Martina Esqueda Divonis 22 Tahun Penjara Akibat Siksa Kekasih di AS

Martina Esqueda Divonis 22 Tahun Penjara Akibat Siksa Kekasih di AS
Foto: Ilustrasi Martina Esqueda Divonis 22 Tahun Penjara Akibat Siksa Kekasih di AS.

Seorang wanita asal Ohio, Amerika Serikat, bernama Martina Esqueda dijatuhi hukuman 22 tahun penjara oleh pengadilan. Keputusan ini diambil setelah dirinya terbukti terlibat dalam kasus penyiksaan brutal terhadap salah satu kekasihnya, seperti dilansir dari Wolipop.
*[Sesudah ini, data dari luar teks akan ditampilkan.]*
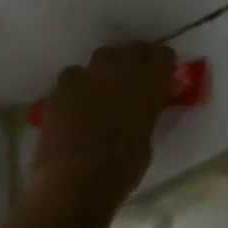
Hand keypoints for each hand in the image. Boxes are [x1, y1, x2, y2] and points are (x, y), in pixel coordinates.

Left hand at [27, 42, 177, 206]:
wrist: (76, 180)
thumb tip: (146, 109)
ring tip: (103, 87)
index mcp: (151, 83)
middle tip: (133, 79)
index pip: (164, 55)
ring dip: (107, 67)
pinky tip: (75, 101)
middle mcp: (124, 70)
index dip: (162, 64)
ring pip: (104, 54)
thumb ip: (148, 114)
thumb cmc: (122, 168)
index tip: (161, 76)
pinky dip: (78, 83)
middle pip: (134, 47)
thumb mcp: (147, 139)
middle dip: (136, 59)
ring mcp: (91, 74)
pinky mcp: (63, 86)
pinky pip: (74, 73)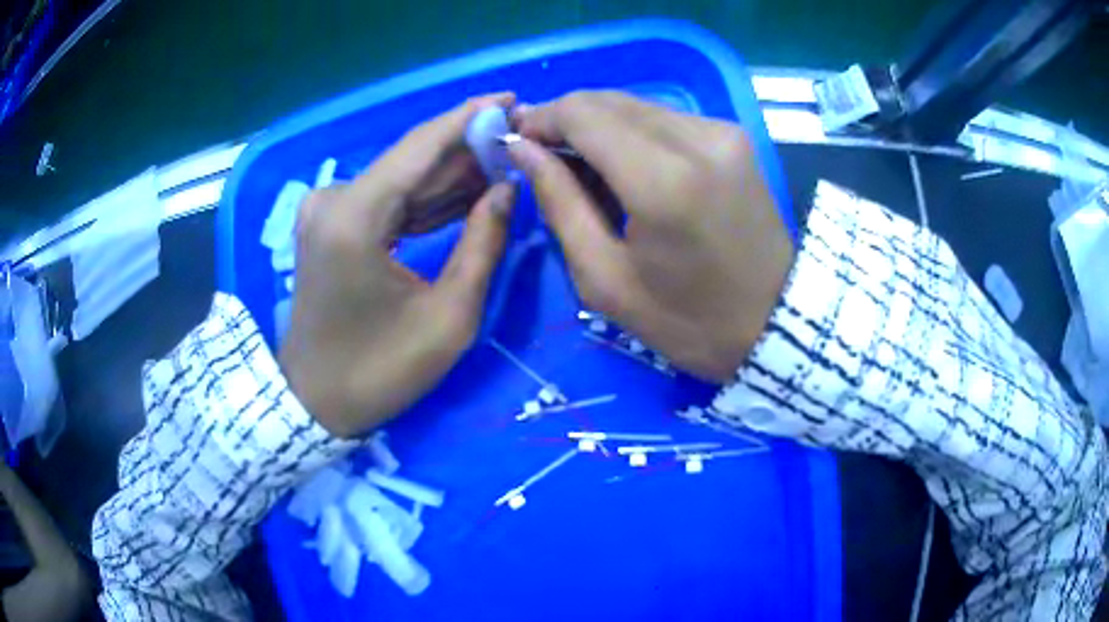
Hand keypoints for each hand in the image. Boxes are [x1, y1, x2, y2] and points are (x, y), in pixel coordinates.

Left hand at [280, 94, 516, 437]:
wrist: (314, 400)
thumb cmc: (379, 371)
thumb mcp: (448, 319)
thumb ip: (483, 245)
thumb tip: (508, 189)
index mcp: (355, 219)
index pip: (420, 147)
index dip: (469, 118)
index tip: (512, 99)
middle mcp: (335, 201)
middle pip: (411, 159)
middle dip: (468, 147)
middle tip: (520, 139)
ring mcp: (328, 211)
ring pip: (402, 177)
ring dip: (452, 172)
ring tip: (506, 162)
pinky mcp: (332, 224)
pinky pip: (388, 200)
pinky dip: (427, 197)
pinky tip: (469, 190)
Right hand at [507, 92, 793, 382]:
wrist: (774, 321)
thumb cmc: (687, 319)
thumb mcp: (605, 279)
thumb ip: (559, 203)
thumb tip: (523, 148)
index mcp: (662, 181)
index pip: (582, 114)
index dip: (542, 119)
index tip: (518, 141)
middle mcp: (696, 139)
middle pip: (607, 100)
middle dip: (565, 120)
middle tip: (542, 153)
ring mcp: (721, 132)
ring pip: (635, 104)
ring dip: (598, 125)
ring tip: (582, 164)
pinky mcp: (733, 136)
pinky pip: (664, 117)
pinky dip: (633, 132)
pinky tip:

Martina diketahui menjalani kehidupan poliandri dan tinggal serumah dengan suami sahnya, Michael Esqueda, serta lima pria lain yang menjadi kekasihnya. Para kekasih tersebut adalah Austyn McCellan, Aaron, Austin Bradshaw, Chance Johnston, dan David Cessna.

Kasus pidana ini bermula pada Maret 2025 ketika Martina mengalami cedera patah lengan saat berusaha memisahkan dua anjing yang bertengkar bersama McCellan. Martina yang diselimuti amarah kemudian menuduh McCellan sebagai penyebab cedera tersebut.

Martina kemudian memerintahkan suami dan kekasih-kekasih lainnya untuk membawa McCellan secara paksa ke sebuah motel. Di lokasi tersebut, korban disekap dan mengalami penyiksaan brutal yang berlangsung selama 10 hari berturut-turut.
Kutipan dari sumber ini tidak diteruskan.